The algorithms then used this training data from each condition separately to produce a ranking over the remainder of the collection.  The quality of this ranking was determined using test data that consisted of the remainder of the judgments for which there was no disagreement, i.e. that either every single team participating in the TREC evaluation felt were correctly judged in the first place, or that the topic authority personally adjudicated and kept the original marking. These results were visualized in the form of yield curve. The x-axis is the depth in the ranking, and the y-axis is the cumulative number of truly responsive documents available at that depth in the ranking.  We do not show raw counts, but we do show a blue line which represents the expected cumulative rate of discovery for manual linear review, i.e. what would happen on average if you were to review documents in a random order.

Experiment Yield Curve

The perpetually astute reader might be tempted at this point to shout out, “Aha! See, I knew it! The authoritative user’s judgments lead to better outcomes than the non-authoritative user. Garbage in, garbage out. Our position is vindicated!”  Let me, however, remind that reader of one fact: The “non-authoritative” training in this case are documents with 100% wrong judgments.  Not 10% wrong, 25% wrong, or even 50% wrong, as you might expect from a non-expert, but trained contract reviewer.  But 100% wrong.  Keep that in mind as you compare these yield curves against manual linear review (blue line).  What this experiment shows is that even when this training data is 100% wrong, the rate at which you are able to discover responsive documents — at least using the Catalyst algorithm with its proprietary algorithmic compensation factors — significantly outperforms manual linear review.

Let me remind the reader of the goal of this exercise, which is to show that wrong decisions can be used to find right documents.  How we deal with various wrong decisions to mitigate risk, to maximize yield, etc. is a secondary question.  And it is one that is proper for the reader to ask. However, that question cannot be asked unless one first is willing to accept the notion that wrong decisions can lead to right documents.  That is the primary question, and the foundation on which we will be able to build further discussion of how exactly to deal with various kinds of wrongness, and to what extent it does or does not affect the overall outcome.
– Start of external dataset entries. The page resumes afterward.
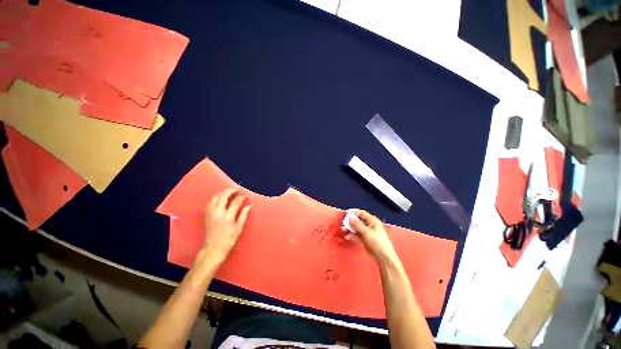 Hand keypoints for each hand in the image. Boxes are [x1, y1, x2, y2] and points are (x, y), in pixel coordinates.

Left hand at [202, 189, 250, 262]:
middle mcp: (218, 212)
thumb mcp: (239, 228)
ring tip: (229, 193)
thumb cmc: (228, 239)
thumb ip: (243, 216)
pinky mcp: (206, 215)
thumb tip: (248, 206)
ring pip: (215, 197)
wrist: (213, 248)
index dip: (241, 197)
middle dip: (231, 191)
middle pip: (224, 196)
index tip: (245, 196)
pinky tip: (220, 199)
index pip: (235, 201)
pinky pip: (210, 202)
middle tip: (237, 190)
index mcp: (228, 216)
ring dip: (223, 193)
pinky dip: (216, 198)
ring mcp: (211, 213)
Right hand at [348, 209, 397, 263]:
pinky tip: (347, 236)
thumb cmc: (376, 241)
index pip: (362, 213)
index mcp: (372, 221)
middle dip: (351, 221)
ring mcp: (367, 232)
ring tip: (343, 229)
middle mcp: (370, 225)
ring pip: (357, 228)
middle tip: (343, 222)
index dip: (354, 212)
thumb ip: (357, 224)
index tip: (346, 212)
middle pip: (359, 220)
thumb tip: (349, 217)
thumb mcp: (366, 232)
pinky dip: (352, 235)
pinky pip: (357, 235)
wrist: (383, 257)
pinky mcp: (365, 239)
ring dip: (350, 228)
Lest the reader believe that this is an unrepeatable example, let us show another topic, with the experiment similarly designed:

Experiment Yield Curve 2

Now the yield curve for this experiment was lower than in the previous experiment, which has a lot to do with training set size, characteristics of the data, etc.  But the story that it tells is similar: Even training using documents that are 100% wrong in their labeling gives a yield that outperforms manual linear review.  All else aside, wrong decisions can and do lead to right documents.

Wrongness Indeed Leads to Rightness

I suppose one might also note that in this particular case, not only did wrong decisions lead to right documents, but those wrong decisions led to more right documents (higher yield) at various points than did the right decisions. Again, however, as I noted in the previous experiment, the goal here is not to compare, not to delve into the workflow details about how to use wrong or right decisions. The goal is simply to show as a first step that wrongness can indeed lead to rightness.

We’ve repeated this experiment on a number of additional TREC matters, as well as on some of our own matters, and have consistently found the same outcome.  The common sense objection of “garbage in, garbage out” masks a host of underlying realities and algorithmic workarounds.  I believe that there is a common — I think even unconscious — assumption in the industry that anything that is not 100% correct is “garbage.” What I hope is that this post opens the door to the possibility that there is a wide spectrum in between garbage and perfection.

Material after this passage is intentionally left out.